On Tuesday, Nvidia experienced a significant surge in its share price, with a rally of over 3%. This propelled the chip maker to claim the title of the world’s most valuable company, surpassing tech giant Microsoft. According to Reuters, Nvidia shares climbed by 3.5% to reach $135.58, resulting in a remarkable increase in its market capitalization by over $110 billion, totaling $3.335 trillion. This achievement came just days after Nvidia surpassed Apple to become the second most valuable company. In February, the company’s market value grew from $1 trillion to $2 trillion in a span of nine months, and it took just over three months to reach the $3 trillion mark in June.
In contrast, Microsoft experienced a decline of 0.45% in its share price, resulting in a stock market value of $3.317 trillion. Apple also faced a slip of over 1% in its share price, leaving its value at $3.286 trillion.
Nvidia’s share price has nearly tripled this year, showcasing an impressive performance compared to Microsoft’s modest 19% rise in shares. Last week, Nvidia implemented a 10-for-one stock split, which further enhanced the appeal of its highly valued stock among individual investors.
The surge in Nvidia shares and its remarkable increase in market value over the past year can be attributed to the widespread optimism surrounding emerging Artificial Intelligence (AI) technology.
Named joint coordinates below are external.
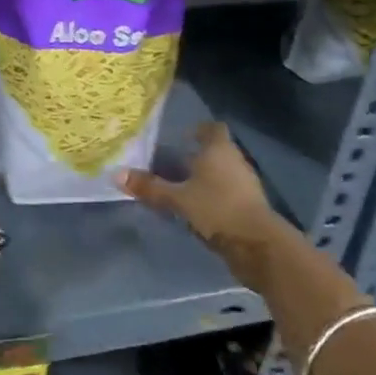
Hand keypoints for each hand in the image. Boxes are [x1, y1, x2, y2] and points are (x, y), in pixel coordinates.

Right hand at [118, 123, 292, 284]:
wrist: (258, 246)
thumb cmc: (217, 209)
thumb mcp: (178, 199)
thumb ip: (150, 187)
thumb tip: (117, 175)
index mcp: (219, 149)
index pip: (213, 128)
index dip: (199, 130)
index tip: (182, 137)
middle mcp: (236, 161)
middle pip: (217, 151)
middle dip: (198, 156)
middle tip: (173, 163)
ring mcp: (247, 185)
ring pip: (224, 173)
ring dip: (207, 178)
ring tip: (183, 187)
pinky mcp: (251, 207)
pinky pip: (229, 193)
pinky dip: (215, 197)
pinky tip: (199, 208)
The surge in Nvidia’s stock price has not only propelled the S&P 500 and Nasdaq to new record highs, but it has also made Nvidia the most actively traded company on Wall Street. According to LSEG data, the daily turnover for Nvidia averages around $50 billion, significantly surpassing the turnovers of Apple, Microsoft, and Tesla, which hover around $10 billion each. As a result, Nvidia now represents approximately 16% of all trading in S&P 500 companies. This heightened demand for Nvidia’s AI processors, which are widely regarded as superior to those of its competitors, has led to a scarcity in supply. Many investors see Nvidia as the frontrunner in benefiting from the rapid growth of AI development. This information was reported by Reuters.